Right now, consider the Nuggets to be the biggest boom-or-bust team in postseason contention.
With the depth and leadership (Andre Miller, Andre Iguodala and George Karl) to make a deep run, there's little reason to punch the full-out panic button, but injuries and the propensity for high-scoring games against hungry teams should at least heighten an alert in Denver.
Throw in the bleak history of eight first-round playoff exits in the last nine seasons, and things really start looking cloudy for the Nuggets.
San Antonio Spurs
Things haven't been clicking for the Spurs of late.
If not for the All-Star-caliber play of future Hall of Famer Tim Duncan, the Spurs might not have managed to hang on to the No. 2 seed in the West amid what has been a struggle of an end to the regular season.
One of the Spurs' best lineups (Duncan-Boris Diaw-Manu Ginobili-Tony Parker-Kawhi Leonard) is on the injury report (via CBS Sports) in its entirety prior to Wednesday night's game against the Minnesota Timberwolves.
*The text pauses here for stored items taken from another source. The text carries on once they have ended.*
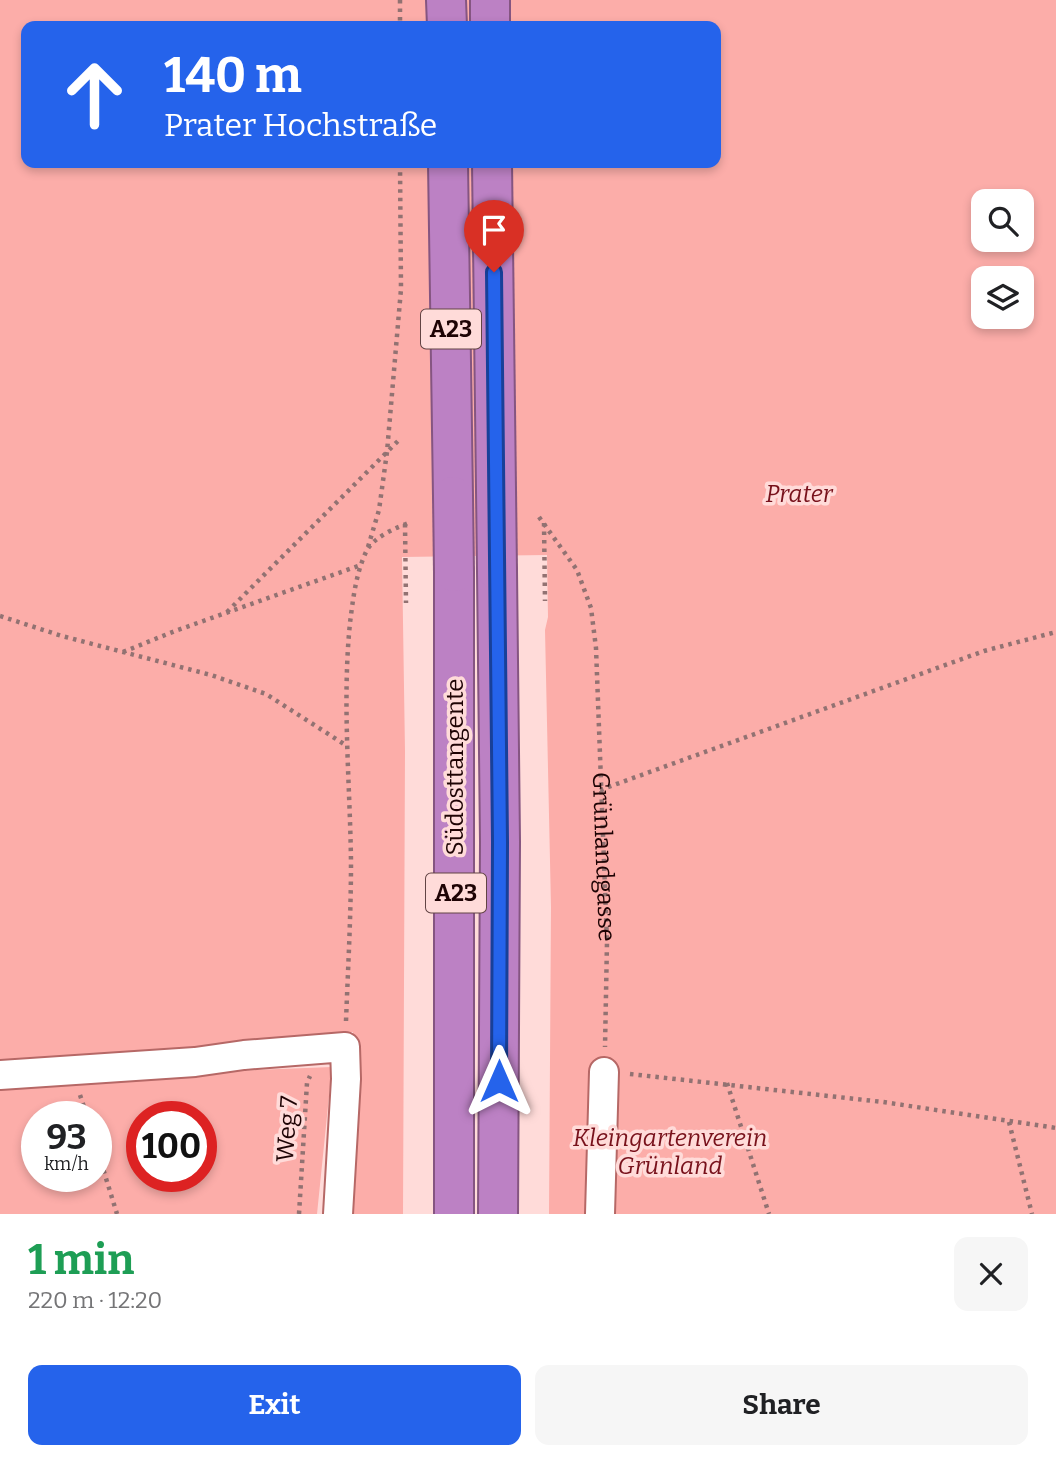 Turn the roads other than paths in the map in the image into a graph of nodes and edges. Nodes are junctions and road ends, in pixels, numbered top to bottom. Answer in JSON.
{"nodes":[{"id":1,"x":446,"y":0,"type":"edge"},
{"id":2,"x":490,"y":0,"type":"edge"},
{"id":3,"x":447,"y":21,"type":"edge"},
{"id":4,"x":490,"y":21,"type":"edge"},
{"id":5,"x":449,"y":168,"type":"edge"},
{"id":6,"x":492,"y":168,"type":"edge"},
{"id":7,"x":604,"y":1072,"type":"road end"},
{"id":8,"x":0,"y":1075,"type":"edge"},
{"id":9,"x":338,"y":1214,"type":"edge"},
{"id":10,"x":454,"y":1214,"type":"edge"},
{"id":11,"x":498,"y":1214,"type":"edge"},
{"id":12,"x":600,"y":1214,"type":"edge"}],
"edges":[{"from":1,"to":3,"type":"highway"},
{"from":2,"to":4,"type":"highway"},
{"from":5,"to":10,"type":"highway","name":"Südosttangente","number":"A23","bridge":true},
{"from":6,"to":11,"type":"highway","name":"Südosttangente","number":"A23","bridge":true},
{"from":7,"to":12,"type":"street"},
{"from":8,"to":9,"type":"street"}]}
Duncan has literally had to carry the Spurs on his back down the stretch, averaging 22.3 points, 8.3 rebounds and 3.3 blocks over his last four games. While the Spurs might be the most persistent dynasty of our time, they are also on the verge of breaking (though we've said that before to no avail).
San Antonio will also limp into the postseason, losers of six of its last nine with only one of those three wins coming against a playoff team (a two-point victory over Atlanta at home). The six losses were all to current playoff teams.
With San Antonio dumping Stephen Jackson—a noted postseason performer—in favor of Tracy McGrady—whose last action was in China—and you have to figure things are getting quite dicey down south, indeed (h/t USA Today).
If you can't even picture that (I imagine some can't), here's a look at what McGrady will look like for the Spurs (h/t Alex Kennedy of HoopsWorld):
The Spurs will get whomever doesn't grab the No. 6 seed between the Warriors and Rockets, and the athleticism that both of those squads protrude could also be troublesome for the methodical Spurs. Don't count out the most consistently (and quietly) dynamic team of the 2000s, but take a first-round series win prediction with a grain of salt.
New York Knicks
To steal a quote from a good friend of mine, you could create a starting lineup with the guys currently on the Knicks' injury list (much like San Antonio).
How do the beat-up, aging Knicks respond in the postseason?
More specifically, how does Anthony's torrid April pace handle the pressure of the NBA playoffs?
Melo is averaging an un-earthly 36.9 points in the month of April, leading the Knicks to wins over five playoff teams during the stretch, while making up for the fact the rest of the lineup is beat up down low and relying on the three-point shot more than ever before (via Jared Zwerling of ESPN).
With regular season rival Boston awaiting the Knicks in the first round of the playoffs, it's hard to say that New York will be an underdog by any stretch of the mean. Still, the rivalry between these two and the always-tough Celtics won't go away—even more so with Paul Pierce and Kevin Garnett's potential final stand on the line.
We're set up for an exciting end to the NBA season. The marathon is just beginning—and that means upsets are on the horizon. These three clubs could be headed for the first-round variety.